A Rule of Law: Elite Political Authority and the Coming of the Revolution in the South Carolina Lowcountry, 1763-1776

Academic journal article The Journal of Southern History

A Rule of Law: Elite Political Authority and the Coming of the Revolution in the South Carolina Lowcountry, 1763-1776

Article excerpt

A Rule of Law: Elite Political Authority and the Coming of the Revolution in the South Carolina Lowcountry, 1763-1776. By Aaron J. Palmer. Early American History Series. (Leiden, Netherlands, and Boston: Koninklijke Brill, 2014. Pp. [x], 318. $149.00, ISBN 978-90-04-27234-7.)

Aaron J. Palmer's A Rule of Law: Elite Political Authority and the Coming of the Revolution in the South Carolina Lowcountry, 1763-1776 reinforces some common themes about the region. For example, Palmer explains how South Carolina's plantation society mirrored that of the West Indies, especially Barbados. Many of South Carolina's original white settlers came from the West Indies, as did the Africans whom they enslaved. Palmer also adds that political power in South Carolina was concentrated in the hands of a planter-merchant elite, another conclusion that is neither revelatory nor unusual. However, elite control was stronger in South Carolina than in the West Indies. The colony was certainly distinctive on the North American continent in this regard. There were "no autonomous town meetings, county courts, municipal councils, slave patrols, slave courts, or county sheriffs" (p. 7).
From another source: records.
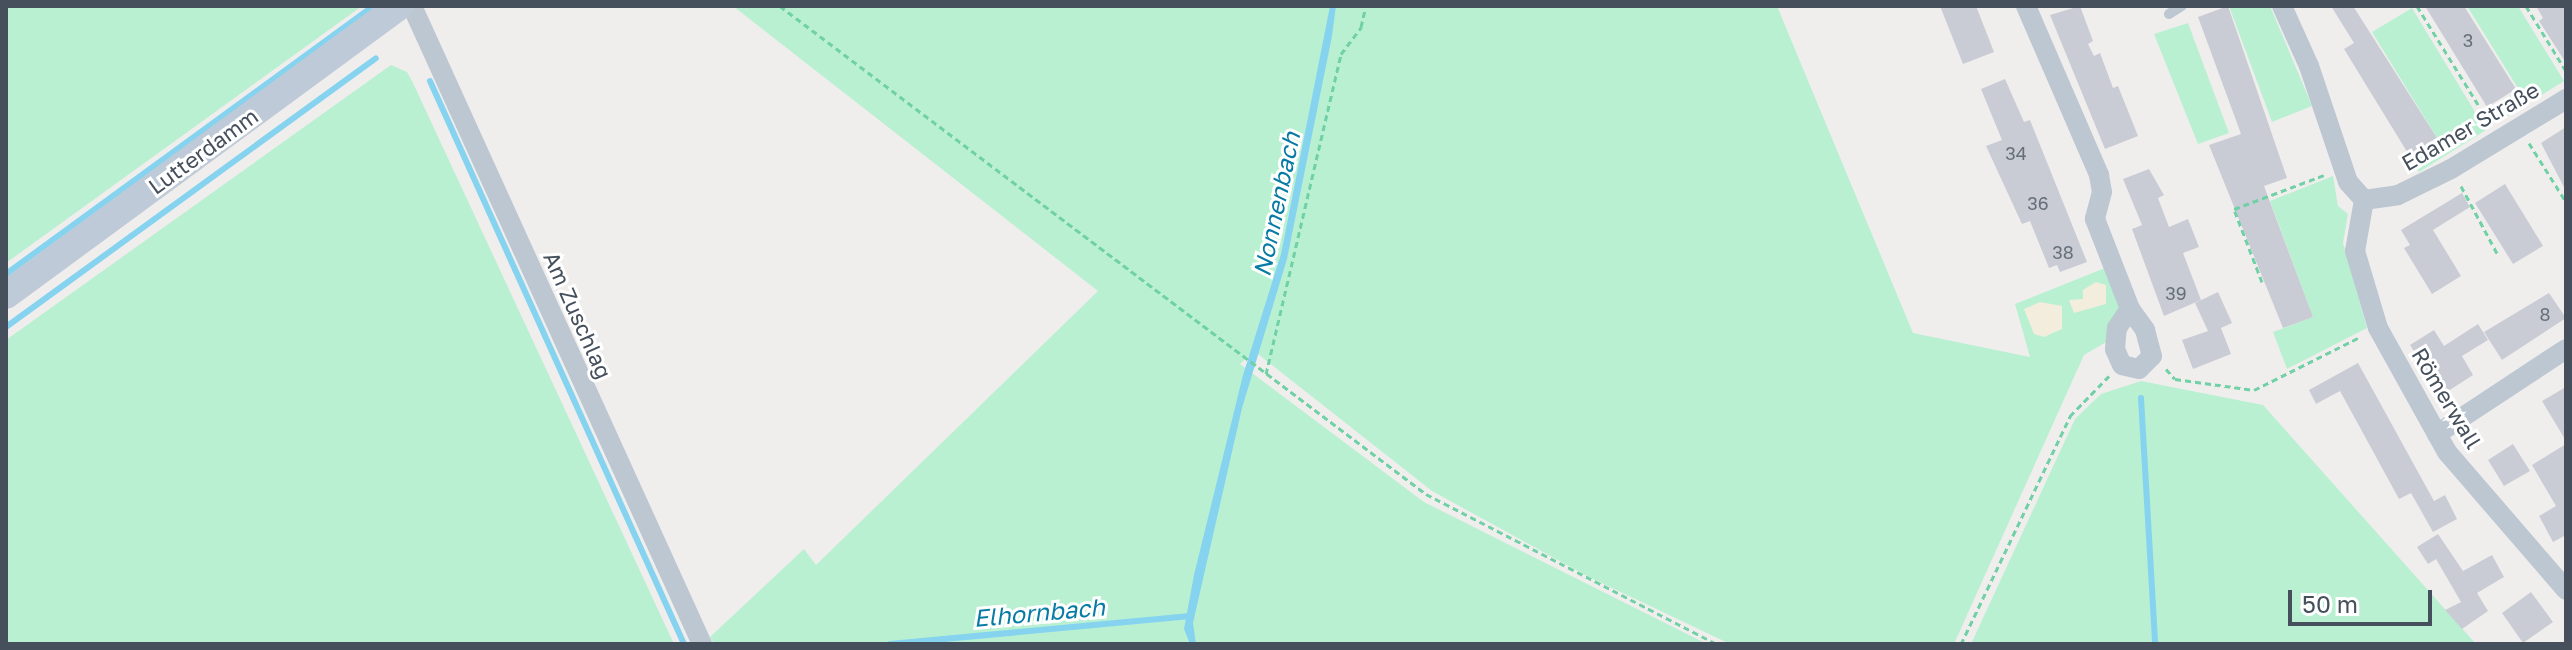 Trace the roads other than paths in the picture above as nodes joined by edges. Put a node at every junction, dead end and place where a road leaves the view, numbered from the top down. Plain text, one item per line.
1 (400, 6) edge
2 (412, 6) edge
3 (2026, 6) edge
4 (2182, 6) edge
5 (2282, 6) edge
6 (2169, 14) dead end
7 (2566, 99) edge
8 (2358, 196) junction
9 (6, 295) edge
10 (2130, 309) junction
11 (2566, 349) edge
12 (2437, 434) junction
13 (2566, 590) edge
14 (702, 644) edge

1 - 9 street, Lutterdamm
2 - 14 street, Am Zuschlag
3 - 10 street
4 - 6 lane
5 - 8 street
7 - 8 street, Edamer Straße
8 - 12 street, Römerwall
10 - 10 street
11 - 12 street
12 - 13 street, Römerwall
More often than not, members of the elite held the office of justice of the peace, the most important law enforcement position in the colony. Courts frequently convened in upper-class mansions.
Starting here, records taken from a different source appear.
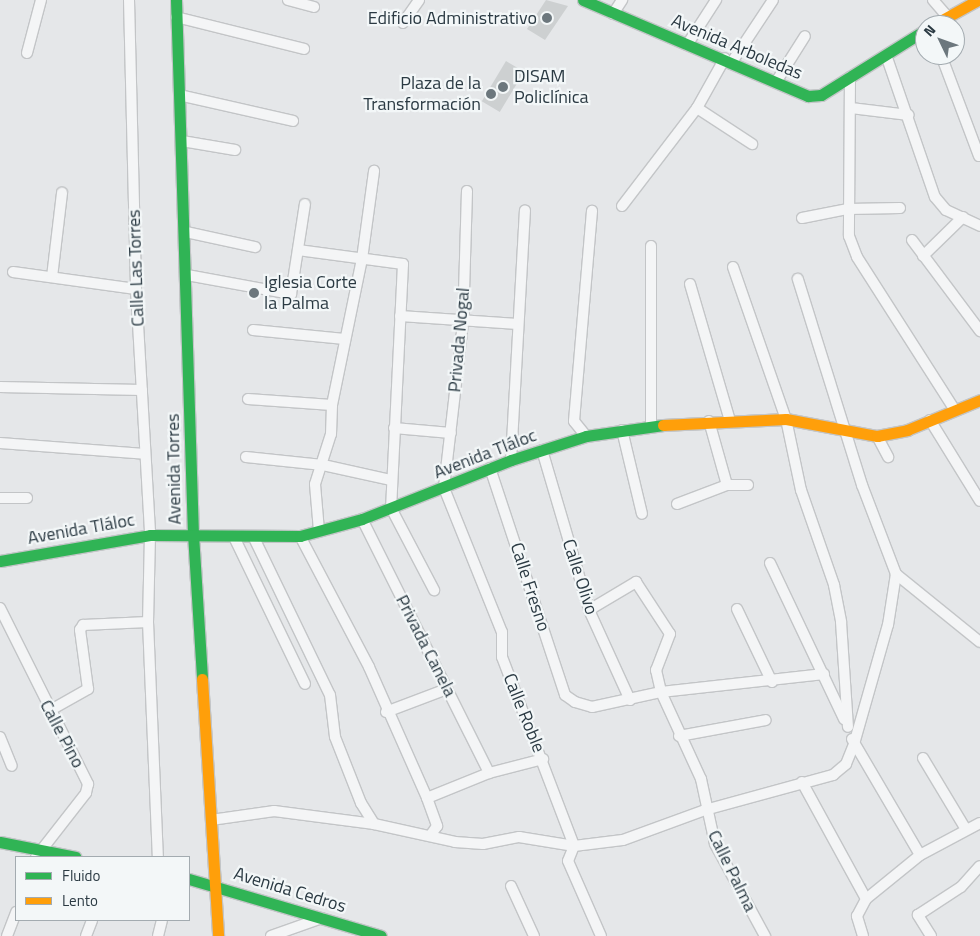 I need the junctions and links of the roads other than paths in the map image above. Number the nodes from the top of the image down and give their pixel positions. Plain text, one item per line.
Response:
1 (41, 0) edge
2 (129, 0) edge
3 (176, 0) edge
4 (288, 0) edge
5 (419, 0) edge
6 (583, 0) edge
7 (622, 0) edge
8 (716, 0) edge
9 (773, 0) edge
10 (933, 0) edge
11 (978, 0) edge
12 (980, 4) edge
13 (314, 7) dead end
14 (613, 14) junction
15 (946, 15) edge
16 (949, 15) edge
17 (176, 16) junction
18 (403, 22) dead end
19 (805, 36) dead end
20 (915, 36) edge
21 (687, 45) junction
22 (304, 49) dead end
23 (27, 53) dead end
24 (886, 55) junction
25 (728, 60) junction
26 (945, 65) edge
27 (850, 77) junction
28 (776, 82) junction
29 (179, 95) junction
30 (697, 108) junction
31 (851, 108) junction
32 (909, 115) junction
33 (293, 121) dead end
34 (182, 141) junction
35 (752, 144) dead end
36 (236, 150) dead end
37 (979, 156) edge
38 (374, 171) dead end
39 (466, 191) dead end
40 (62, 193) dead end
41 (305, 204) dead end
42 (622, 206) dead end
43 (900, 208) dead end
44 (848, 209) junction
45 (525, 210) dead end
46 (592, 211) dead end
47 (963, 217) junction
48 (802, 218) dead end
49 (980, 226) edge
50 (186, 232) junction
51 (912, 240) dead end
52 (651, 246) dead end
53 (255, 247) dead end
54 (298, 250) junction
55 (924, 256) junction
56 (362, 258) junction
57 (733, 267) dead end
58 (13, 272) dead end
59 (187, 275) junction
60 (52, 277) junction
61 (798, 279) dead end
62 (690, 284) dead end
63 (136, 289) junction
64 (400, 316) junction
65 (462, 323) junction
66 (518, 324) junction
67 (253, 330) dead end
68 (980, 331) edge
69 (345, 339) junction
70 (0, 387) edge
71 (142, 390) junction
72 (248, 399) dead end
73 (980, 400) edge
74 (332, 405) junction
75 (955, 410) junction
76 (786, 419) junction
77 (930, 420) junction
78 (709, 421) junction
79 (730, 421) junction
80 (651, 426) junction
81 (394, 428) junction
82 (622, 430) junction
83 (846, 430) junction
84 (451, 433) junction
85 (586, 436) junction
86 (877, 436) junction
87 (0, 443) edge
88 (542, 450) junction
89 (145, 454) junction
90 (246, 457) dead end
91 (888, 457) dead end
92 (511, 460) junction
93 (323, 466) junction
94 (490, 468) junction
95 (391, 480) junction
96 (727, 485) junction
97 (748, 485) dead end
98 (444, 488) junction
99 (0, 498) edge
100 (27, 498) dead end
101 (980, 501) edge
102 (677, 504) dead end
103 (391, 508) junction
104 (642, 514) dead end
105 (362, 520) junction
106 (319, 531) junction
107 (193, 534) junction
108 (150, 536) junction
109 (300, 536) junction
110 (234, 537) junction
111 (254, 538) junction
112 (0, 561) edge
113 (770, 563) dead end
114 (896, 574) junction
115 (434, 590) dead end
116 (0, 604) edge
117 (0, 608) edge
118 (737, 609) dead end
119 (589, 610) junction
120 (148, 622) junction
121 (980, 642) edge
122 (824, 674) junction
123 (772, 682) junction
124 (305, 684) dead end
125 (447, 689) junction
126 (661, 692) junction
127 (630, 700) junction
128 (49, 711) junction
129 (386, 712) junction
130 (766, 720) dead end
131 (848, 727) junction
132 (679, 736) junction
133 (0, 737) edge
134 (854, 744) junction
135 (923, 758) dead end
136 (543, 759) junction
137 (12, 766) dead end
138 (489, 773) junction
139 (802, 782) junction
140 (427, 798) junction
141 (705, 810) junction
142 (211, 820) junction
143 (980, 823) edge
144 (374, 824) junction
145 (965, 828) junction
146 (430, 836) junction
147 (0, 842) edge
148 (574, 846) junction
149 (37, 854) edge
150 (920, 854) junction
151 (63, 856) edge
152 (158, 856) edge
153 (980, 866) edge
154 (190, 879) edge
155 (216, 885) junction
156 (511, 886) dead end
157 (866, 899) junction
158 (15, 915) edge
159 (322, 918) junction
160 (92, 921) edge
161 (364, 933) edge
162 (7, 936) edge
163 (86, 936) edge
164 (218, 936) edge
165 (271, 936) edge
166 (381, 936) edge
167 (534, 936) edge
168 (601, 936) edge
169 (765, 936) edge
170 (863, 936) edge
171 (931, 936) edge

1 - 23 street
2 - 63 street, Calle Las Torres
3 - 17 main road, Avenida Torres
4 - 13 street
5 - 18 street
6 - 14 main road, Avenida Arboledas
7 - 14 street
8 - 21 street
9 - 25 street
10 - 15 street
11 - 12 main road
11 - 16 main road
14 - 21 main road, Avenida Arboledas
17 - 22 street
17 - 29 main road, Avenida Torres
19 - 28 street
20 - 24 main road, Avenida Arboledas
21 - 25 main road, Avenida Arboledas
24 - 27 main road, Avenida Arboledas
24 - 32 street
25 - 28 main road, Avenida Arboledas
25 - 30 street
26 - 37 street
27 - 28 main road, Avenida Arboledas
27 - 31 street
29 - 33 street
29 - 34 main road, Avenida Torres
30 - 35 street
30 - 42 street
31 - 32 street
31 - 44 street
32 - 47 street
34 - 36 street
34 - 50 main road, Avenida Torres
38 - 56 street
39 - 65 street, Privada Nogal
40 - 60 street
41 - 54 street
43 - 44 street
44 - 48 street
44 - 75 street
45 - 66 street
46 - 85 street
47 - 49 street
47 - 55 street
50 - 53 street
50 - 59 main road, Avenida Torres
51 - 55 street
52 - 80 street
54 - 56 street
54 - 59 street
55 - 68 street
56 - 64 street
56 - 69 street
57 - 76 street
58 - 60 street
59 - 107 main road, Avenida Torres
60 - 63 street
61 - 83 street
62 - 79 street
63 - 71 street, Calle Las Torres
64 - 65 street
64 - 81 street
65 - 66 street
65 - 84 street, Privada Nogal
66 - 92 street
67 - 69 street
69 - 74 street
70 - 71 street
71 - 89 street, Calle Las Torres
72 - 74 street
73 - 75 main road, Avenida Tláloc
74 - 93 street
75 - 77 main road, Avenida Tláloc
76 - 79 main road, Avenida Tláloc
76 - 83 main road, Avenida Tláloc
76 - 131 street
77 - 86 main road, Avenida Tláloc
77 - 101 street
78 - 79 main road, Avenida Tláloc
78 - 80 main road, Avenida Tláloc
78 - 96 street
80 - 82 main road, Avenida Tláloc
81 - 84 street
81 - 95 street
82 - 85 main road, Avenida Tláloc
82 - 104 street
83 - 86 main road, Avenida Tláloc
83 - 114 street
84 - 98 street, Privada Nogal
85 - 88 main road, Avenida Tláloc
86 - 91 street
87 - 89 street
88 - 92 main road, Avenida Tláloc
88 - 119 street, Calle Olivo
89 - 108 street, Calle Las Torres
90 - 93 street
92 - 94 main road, Avenida Tláloc
93 - 95 street
93 - 106 street
94 - 98 main road, Avenida Tláloc
94 - 127 street, Calle Fresno
95 - 103 street
96 - 97 street
96 - 102 street
98 - 103 main road, Avenida Tláloc
98 - 136 street, Calle Roble
99 - 100 street
103 - 105 main road, Avenida Tláloc
103 - 115 street
105 - 106 main road, Avenida Tláloc
105 - 125 street, Privada Canela
106 - 109 main road, Avenida Tláloc
107 - 108 main road, Avenida Tláloc
107 - 110 main road, Avenida Tláloc
107 - 142 main road, Avenida Torres
108 - 112 main road, Avenida Tláloc
108 - 120 street, Calle Las Torres
109 - 111 main road, Avenida Tláloc
109 - 129 street
110 - 111 main road, Avenida Tláloc
110 - 124 street
111 - 144 street
113 - 122 street
114 - 121 street
114 - 134 street
116 - 117 street
117 - 128 street, Calle Pino
118 - 123 street
119 - 126 street, Calle Palma
119 - 127 street, Calle Olivo
120 - 128 street
120 - 152 street, Calle Las Torres
122 - 123 street
122 - 131 street
123 - 126 street
125 - 129 street
125 - 138 street, Privada Canela
126 - 127 street
126 - 132 street, Calle Palma
128 - 149 street, Calle Pino
129 - 140 street
130 - 132 street
131 - 134 street
132 - 141 street, Calle Palma
133 - 137 street
134 - 139 street
134 - 150 street
135 - 145 street
136 - 138 street
136 - 148 street, Calle Roble
138 - 140 street
139 - 141 street
139 - 157 street
140 - 146 street
141 - 148 street
141 - 169 street, Calle Palma
142 - 144 street
142 - 155 main road, Avenida Torres
143 - 145 street
144 - 146 street
145 - 150 street
146 - 148 street
147 - 149 main road
148 - 168 street, Calle Roble
149 - 151 main road
150 - 157 street
153 - 171 street
154 - 155 main road, Avenida Cedros
155 - 159 main road, Avenida Cedros
155 - 164 main road, Avenida Torres
156 - 167 street
157 - 170 street
158 - 162 street
159 - 161 main road, Avenida Cedros
159 - 165 street
160 - 163 street
161 - 166 main road, Avenida Cedros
Palmer considers recent scholarship, especially that of Lorri Glover, Jonathan Mercantini, and Emma Hart, and suggests how and why his work differs from theirs. Palmer contends that the full extent of the elite's ruling consensus can only be understood when the details of local and provincial governance are viewed up close. He has done a commendable job of showing how the elite controlled daily government activities and was able to constrain the power of the royal governor. This leads Palmer to his main point: that the Revolutionary crisis involved "more than a clash of governing systems," as may have been the case in other colonies (p. 11). Instead, upper-class South Carolinians were concerned with their ability to maintain their own hegemony. …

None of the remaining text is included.